Dans le conflit diplomatique ouvert par l’Arabie saoudite avec le Qatar, en 2017, Bahreïn a en effet clairement pris parti pour Riyad dont il dépend étroitement sur le plan économique, malgré des tentatives de diversification, notamment bancaire : en effet, l’exploitation pétrolière bahreïnie a commencé à décroître dès les années 1970 et son plus grand gisement restant, offshore, est coexploité avec l’Arabie saoudite qui, de surcroît, fait également raffiner une partie de son propre brut à Bahreïn. En outre, l’émirat continue à considérer que le Qatar, qui lui était autrefois rattaché (cf. Péninsule arabique) est une de ses dépendances . Circonstance aggravante : le Qatar est le seul pays du CCG à ne pas avoir apporté son soutien au pouvoir bahreïni dans la crise qu’il a traversée au milieu des années 1990. La Cour internationale de justice toutefois pu trancher, en 2001, un conflit frontalier, hérité de la colonisation britannique : elle a reconnu la souveraineté de Bahreïn sur l’archipel de Hawar et les hauts-fonds (potentiellement riches en pétrole et en gaz) de Qitaat Jarada, ainsi que celle du Qatar sur la région de Zoubara (au nord-ouest de la péninsule).

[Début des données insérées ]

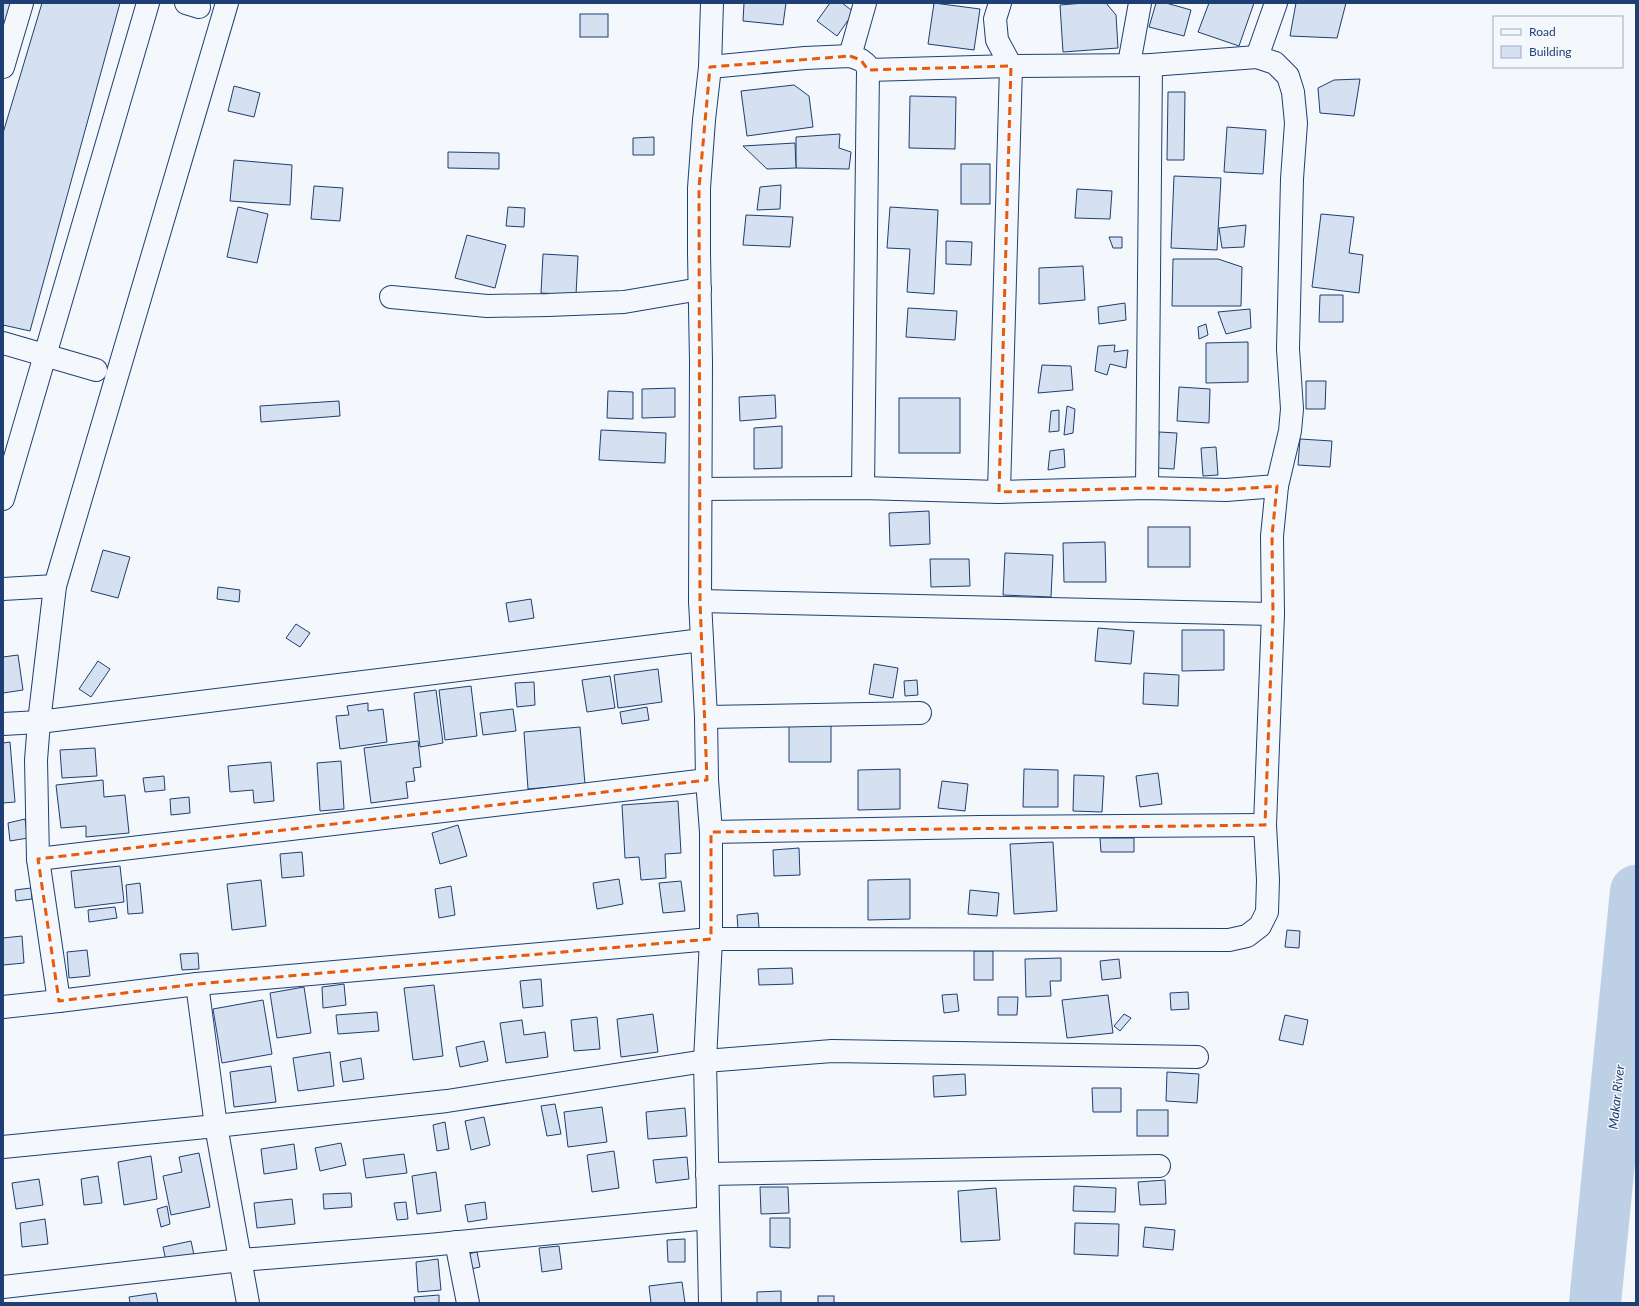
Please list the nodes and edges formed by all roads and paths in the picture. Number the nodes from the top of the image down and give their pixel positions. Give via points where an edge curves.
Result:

Dans sa volonté d’endiguer l’influence iranienne dans la région, Bahreïn annonce une normalisation de ses relations diplomatiques avec Israël, en septembre 2020, un mois après une démarche similaire des Émirats arabes unis. Bénéficiant du soutien américain, l’initiative bénéficie aussi de l’aval de l’Arabie saoudite, même si Ryad continue à soutenir officiellement la doctrine Abdallah : élaborée en 2002, celle-ci conditionne toute normalisation avec l’État hébreu à la création d’un État palestinien dans les frontières de 1967.